[What you need to do] For every line in the entries that contains "Finderupvej", show the whole line.

--- START ---

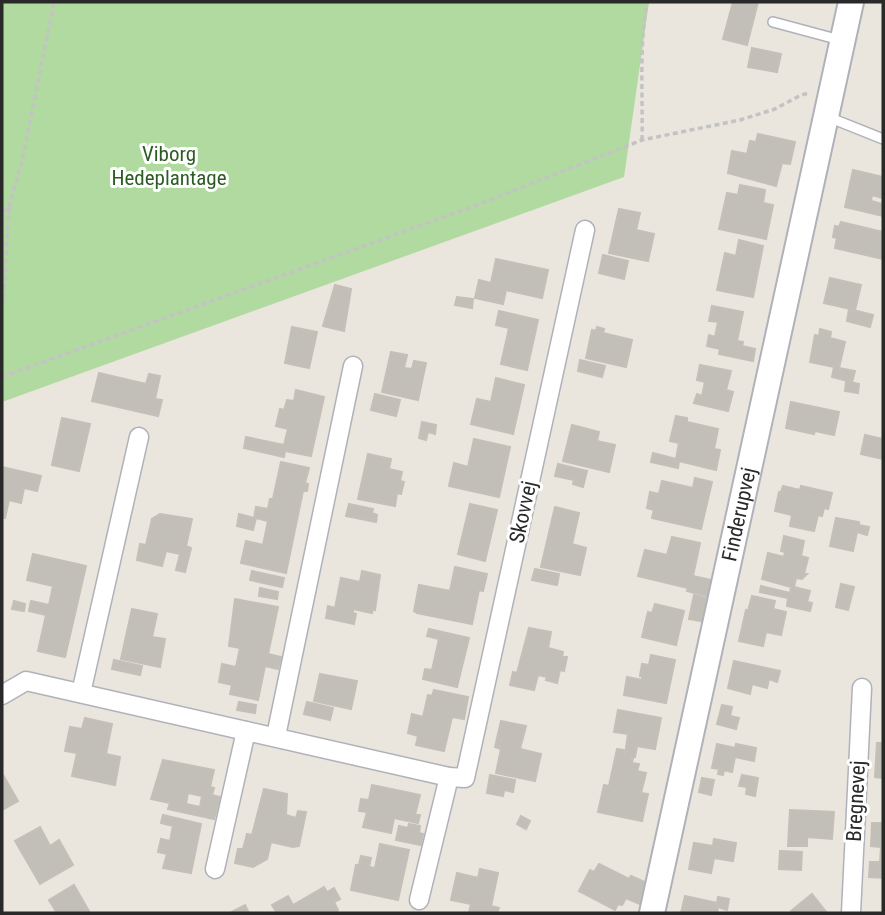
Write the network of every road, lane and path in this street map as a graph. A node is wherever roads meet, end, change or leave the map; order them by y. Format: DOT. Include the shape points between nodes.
graph roads {
  1 [pos="54,2"];
  2 [pos="647,2"];
  3 [pos="851,2"];
  4 [pos="773,22"];
  5 [pos="842,41"];
  6 [pos="832,88"];
  7 [pos="826,116"];
  8 [pos="883,139"];
  9 [pos="642,140"];
  10 [pos="9,207"];
  11 [pos="2,212"];
  12 [pos="585,230"];
  13 [pos="2,306"];
  14 [pos="353,366"];
  15 [pos="2,377"];
  16 [pos="139,437"];
  17 [pos="862,688"];
  18 [pos="81,693"];
  19 [pos="2,695"];
  20 [pos="246,731"];
  21 [pos="276,736"];
  22 [pos="449,777"];
  23 [pos="215,869"];
  24 [pos="419,900"];
  25 [pos="652,913"];
  26 [pos="850,913"];
  1 -- 10 [label="path"];
  2 -- 9 [label="path" via="642,32"];
  3 -- 5 [label="street, Finderupvej"];
  4 -- 5 [label="lane"];
  5 -- 6 [label="street, Finderupvej"];
  6 -- 7 [label="street, Finderupvej"];
  6 -- 9 [label="path" via="801,95 740,120"];
  7 -- 8 [label="lane"];
  7 -- 25 [label="street, Finderupvej"];
  9 -- 15 [label="path" via="477,205"];
  10 -- 11 [label="path"];
  10 -- 13 [label="path"];
  12 -- 22 [label="street, Skovvej" via="465,778"];
  14 -- 21 [label="street"];
  16 -- 18 [label="street"];
  17 -- 26 [label="street, Bregnevej"];
  18 -- 19 [label="street" via="26,681"];
  18 -- 20 [label="street"];
  20 -- 21 [label="street"];
  20 -- 23 [label="street"];
  21 -- 22 [label="street"];
  22 -- 24 [label="street"];
}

--- END ---

[Your solution]
  3 -- 5 [label="street, Finderupvej"];
  5 -- 6 [label="street, Finderupvej"];
  6 -- 7 [label="street, Finderupvej"];
  7 -- 25 [label="street, Finderupvej"];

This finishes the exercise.